Fisco e conti correnti cointestati: novità importante dalla Corte di Cassazione
Fisco e conti correnti cointestati: novità importante dalla Corte di Cassazione

Fisco, la suprema Corte di Cassazione, tramite una nuova sentenza, si è espressa in merito agli accertamenti fiscali effettuati dall’Agenzia delle Entrate sui conti correnti cointestati riferibili ad imprenditori. 

Conti correnti cointestati, la sentenza della Corte di Cassazione

È noto come il Fisco imponga al contribuente di fornire la prova documentale della non imponibilità di operazioni che generano entrate sul conto corrente ma che non derivano dall’attività svolta dall’imprenditore: potrebbero trattarsi, ad esempio, di tipologie di reddito esenti, come i risarcimenti danni, oppure di entrate già sottoposte a ritenuta di imposta, come nel caso di vincite al gioco. Qualora il contribuente non fornisca tali prove documentali, il movimento sarà considerato come fatturato non dichiarato e, di conseguenza, sottoposto a tassazione. 


Nel caso dei conti correnti cointestati, la comproprietà delle somme si presume fino a prova contraria: 
in caso di accertamento fiscale, in buona sostanza, si deve cercare di dimostrare che la maggior parte delle somme sotto esame siano state destinate a specifiche esigenze familiari: l’onere documentale spetta, comunque, sempre al contribuente.
Qualora un conto corrente cointestato venga ‘alimentato’ da uno solo dei due cointestatari, il secondo, ovvero il coniuge, potrebbe intervenire solo per prelevare il denaro. A questo proposito, la Corte di Cassazione ha pronunciato, nei giorni scorsi, un’importante sentenza.


La Corte di Cassazione ha esaminato il caso di un mediatore finanziario titolare di tre conti correnti, uno solo dei quali cointestato con il coniuge e considerato, almeno in parte, come deposito ‘di uso familiare‘.
L’imprenditore, come abbiamo spiegato sopra, ha dovuto produrre le prove documentali per giustificare la non imponibilità di tutti i movimenti di denaro dal conto cointestato, oltre a dichiarare che alcuni prelievi effettuati dagli altri due depositi sono stati disposti per alimentare il conto corrente che utilizzava in comunione con la moglie, un conto rivolto esclusivamente alle esigenze del proprio nucleo familiare. La Cassazione ha ritenuto valide suddette motivazioni, chiedendo, però, ai giudici ulteriori accertamenti in merito alla vicenda.
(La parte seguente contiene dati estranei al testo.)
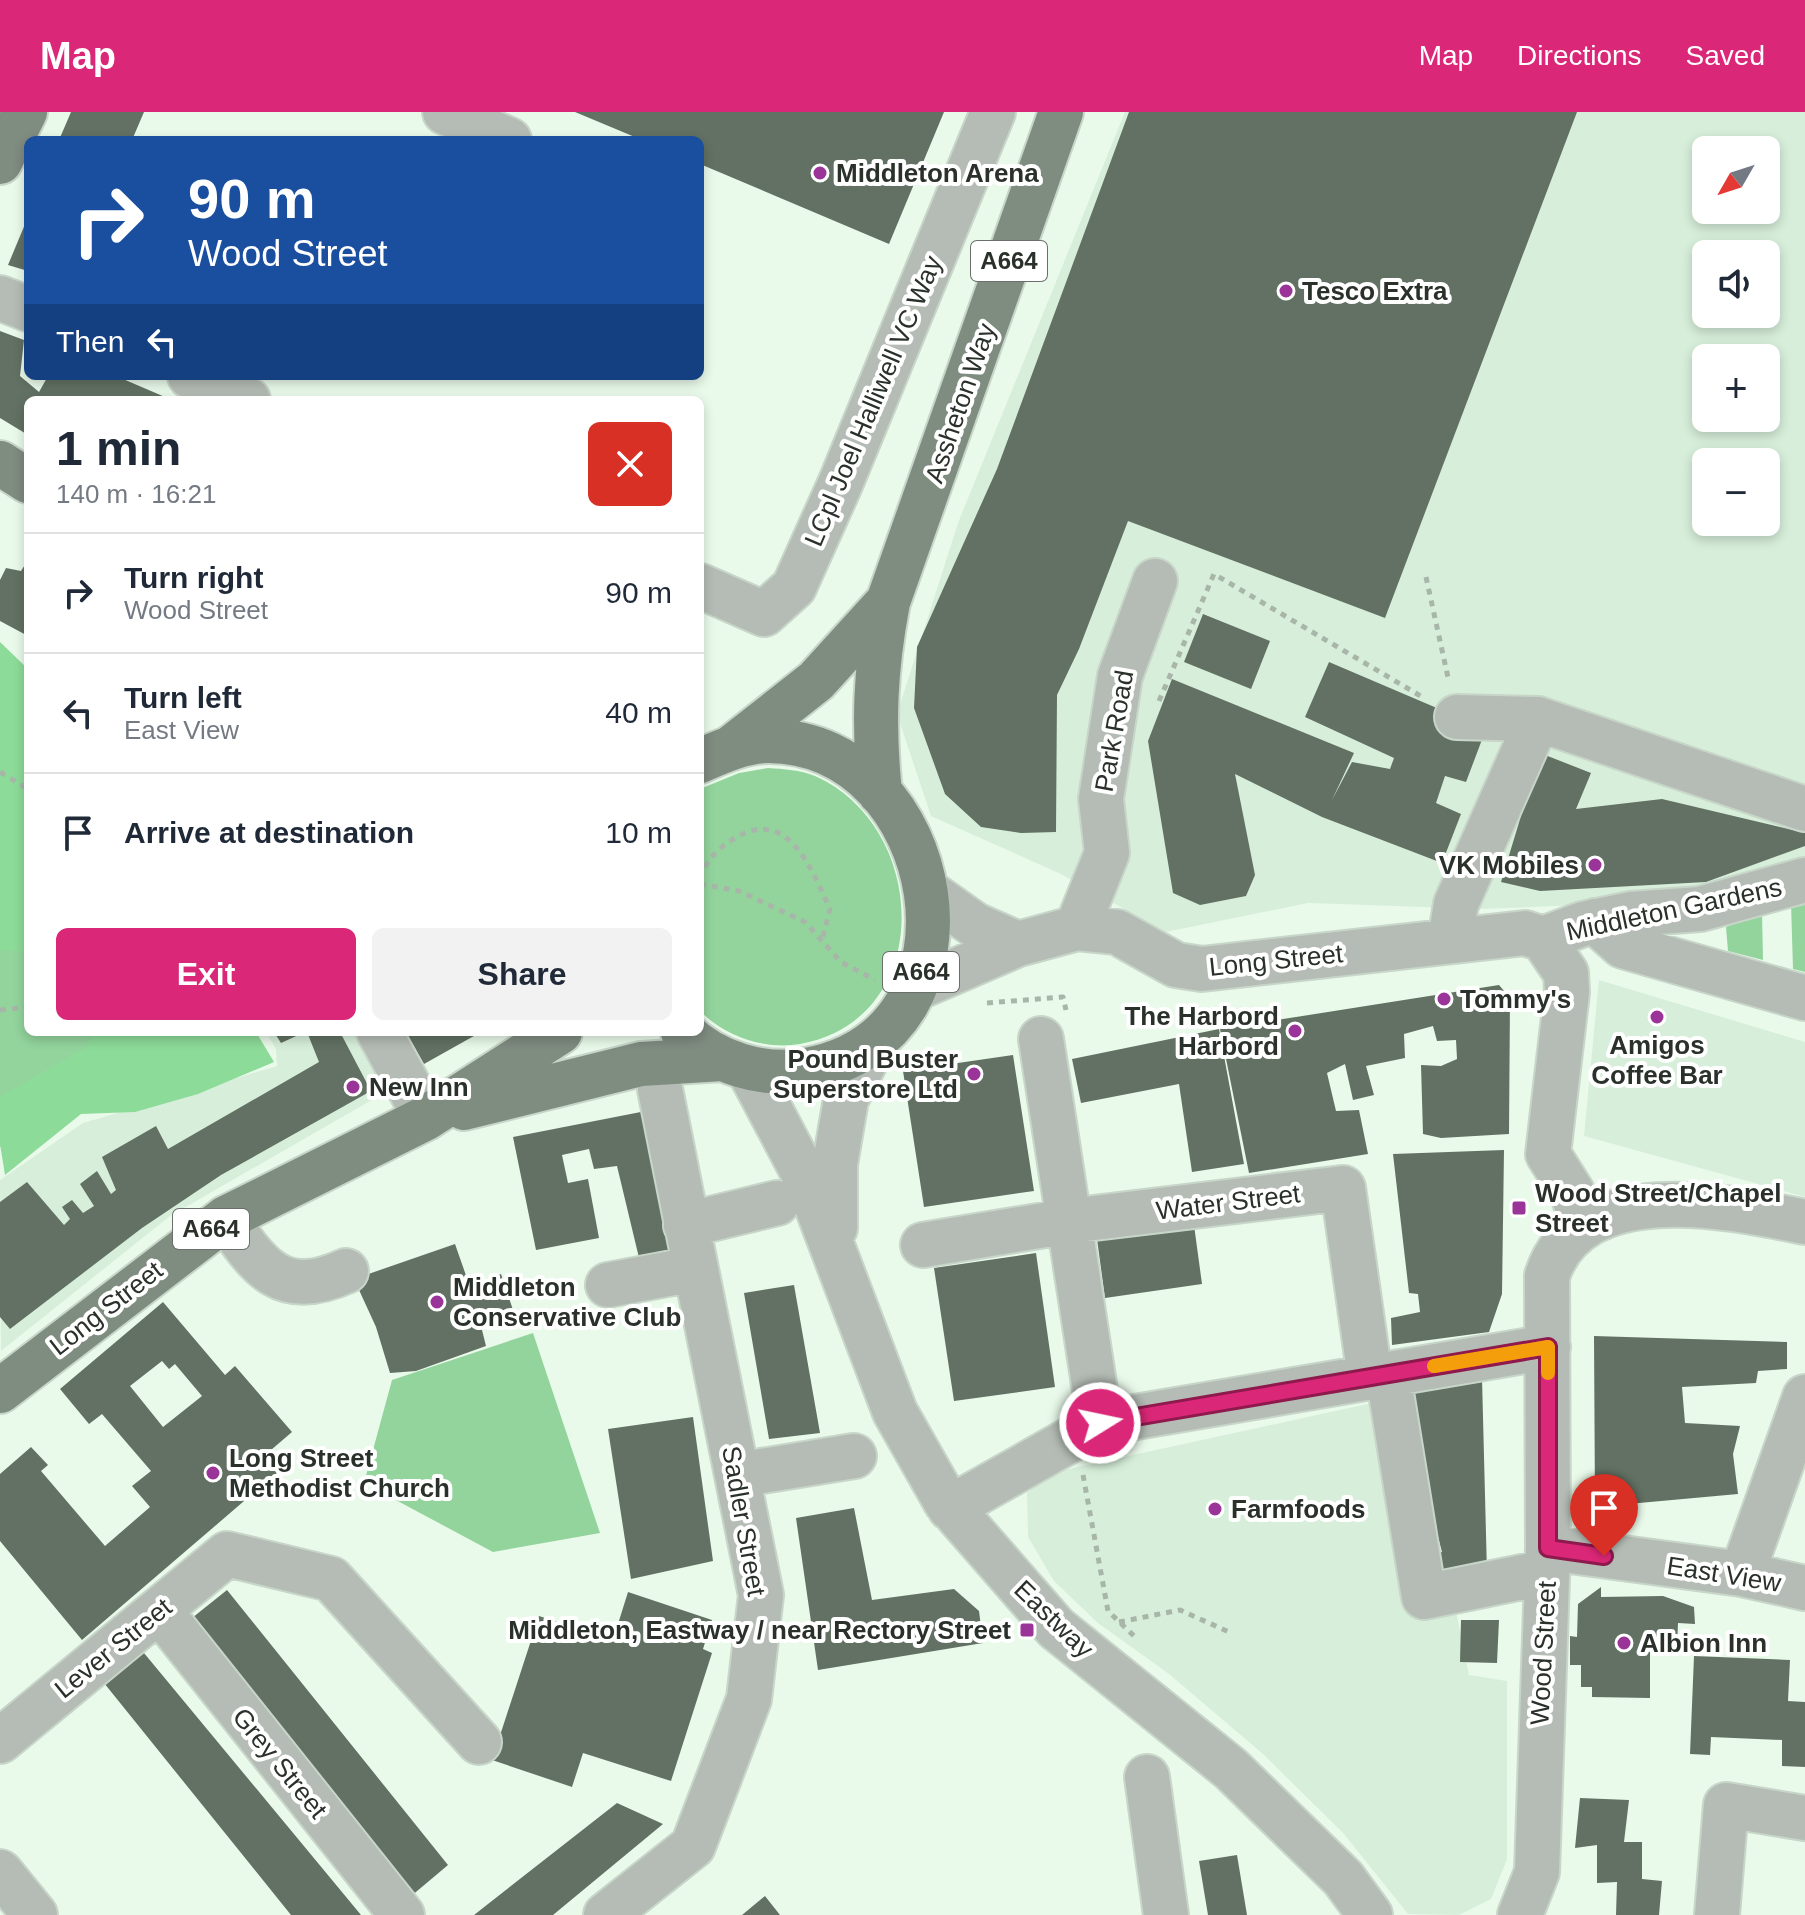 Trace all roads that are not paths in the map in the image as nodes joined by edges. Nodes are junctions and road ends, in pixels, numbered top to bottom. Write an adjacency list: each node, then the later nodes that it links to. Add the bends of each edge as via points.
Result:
1 (25, 112): 6 (main road)
2 (445, 112): 5 (street)
3 (993, 112): 14 (street, LCpl Joel Halliwell VC Way, via 794,587 764,614)
4 (1061, 112): 15 (main road, Assheton Way / A664)
5 (500, 136)
6 (0, 162)
7 (0, 298): 8 (street)
8 (24, 307)
9 (200, 380): 10 (street)
10 (238, 396)
11 (0, 463): 12 (main road)
12 (24, 478)
13 (1155, 581): 24 (street, Park Road, via 1120,676 1101,799 1107,853)
14 (704, 588)
15 (888, 602): 18 (main road, Assheton Way / A664, via 816,681); 19 (main road, Assheton Way / A664, via 876,665 873,729)
16 (1457, 717): 17 (street)
17 (1538, 719): 20 (street); 26 (street, via 1456,904)
18 (716, 754): 19 (main road, A664, via 766,741 796,743 850,765)
19 (880, 793): 22 (main road, A664, via 902,823)
20 (1805, 809)
21 (1805, 880): 23 (street, Middleton Gardens, via 1700,909)
22 (927, 891): 27 (street, via 975,925); 28 (main road, A664, via 929,946)
23 (1595, 921): 25 (street, Middleton Gardens); 29 (street, via 1623,946)
24 (1077, 928): 26 (street, Long Street, via 1117,932 1176,965 1202,969); 27 (street, Long Street)
25 (1543, 939): 26 (street, Long Street, via 1525,933); 43 (street, via 1561,962 1567,992 1548,1154 1572,1192)
26 (1450, 941)
27 (1018, 944): 28 (street, Long Street)
28 (900, 986): 34 (main road, A664, via 901,1014)
29 (1805, 998)
30 (381, 1036): 37 (street)
31 (554, 1036): 37 (main road, Long Street / A664)
32 (690, 1036): 35 (main road, A664)
33 (1041, 1039): 40 (street)
34 (876, 1040): 35 (main road, A664, via 824,1067 794,1072); 45 (street, Eastway, via 846,1099 835,1164)
35 (735, 1064): 37 (main road, Long Street / A664, via 641,1064); 45 (street, Eastway, via 793,1151)
36 (660, 1089): 42 (street, Sadler Street)
37 (426, 1118): 39 (main road, Long Street / A664)
38 (777, 1203): 42 (street)
39 (226, 1218): 47 (street, via 255,1261 273,1276 297,1283 323,1282); 50 (main road, Long Street / A664)
40 (1069, 1221): 44 (street, Water Street); 51 (street, Water Street, via 1343,1188); 53 (street)
41 (1805, 1222): 43 (street, via 1736,1208 1635,1206)
42 (686, 1225): 46 (street, Sadler Street)
43 (1584, 1226): 49 (street, Wood Street, via 1563,1245 1547,1276)
44 (923, 1245)
45 (835, 1250): 56 (street, Eastway, via 895,1412)
46 (694, 1269): 48 (street); 55 (street, Sadler Street)
47 (346, 1271)
48 (608, 1285)
49 (1548, 1347): 51 (street); 57 (street, Wood Street)
50 (6, 1374)
51 (1379, 1376): 53 (street); 57 (street, East View, via 1424,1597)
52 (1805, 1397): 58 (street)
53 (1086, 1431): 56 (street)
54 (854, 1456): 55 (street)
55 (737, 1475): 68 (street, Sadler Street, via 761,1595 749,1699 693,1846)
56 (950, 1508): 70 (street, Eastway, via 1056,1628 1231,1769 1343,1878)
57 (1547, 1560): 58 (street, East View); 71 (street, Wood Street, via 1537,1872)
58 (1742, 1574): 59 (street, East View)
59 (1805, 1588)
60 (159, 1610): 61 (street, Lever Street); 62 (street, Lever Street, via 227,1554 331,1579); 67 (street, Grey Street)
61 (0, 1741)
62 (479, 1742)
63 (1147, 1777): 69 (street)
64 (1805, 1818): 72 (street, via 1726,1805)
65 (0, 1872): 66 (street)
66 (35, 1915)
67 (402, 1915)
68 (606, 1915)
69 (1166, 1915)
70 (1370, 1915)
71 (1520, 1915)
72 (1717, 1915)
La sentenza della Corte di Cassazione

Nella sentenza della Corte di Cassazione si legge quanto segue: “Dalla motivazione della sentenza qui impugnata non emerge che sia stato condotto alcun accertamento in ordine alle giustificazioni del contribuente relativamente alla natura cointestata e ‘familiare’ del contro di valuta, con la conseguente verifica della riconducibilità dei versamenti accertati al solo ricorrente o a terzi”. Ora, però, sarà compito della Commissione tributaria valutare la sussistenza di “spese per le esigenze, ordinarie o straordinarie, di sostentamento” della famiglia dell’imprenditore su cui era stato effettuato l’accertamento fiscale.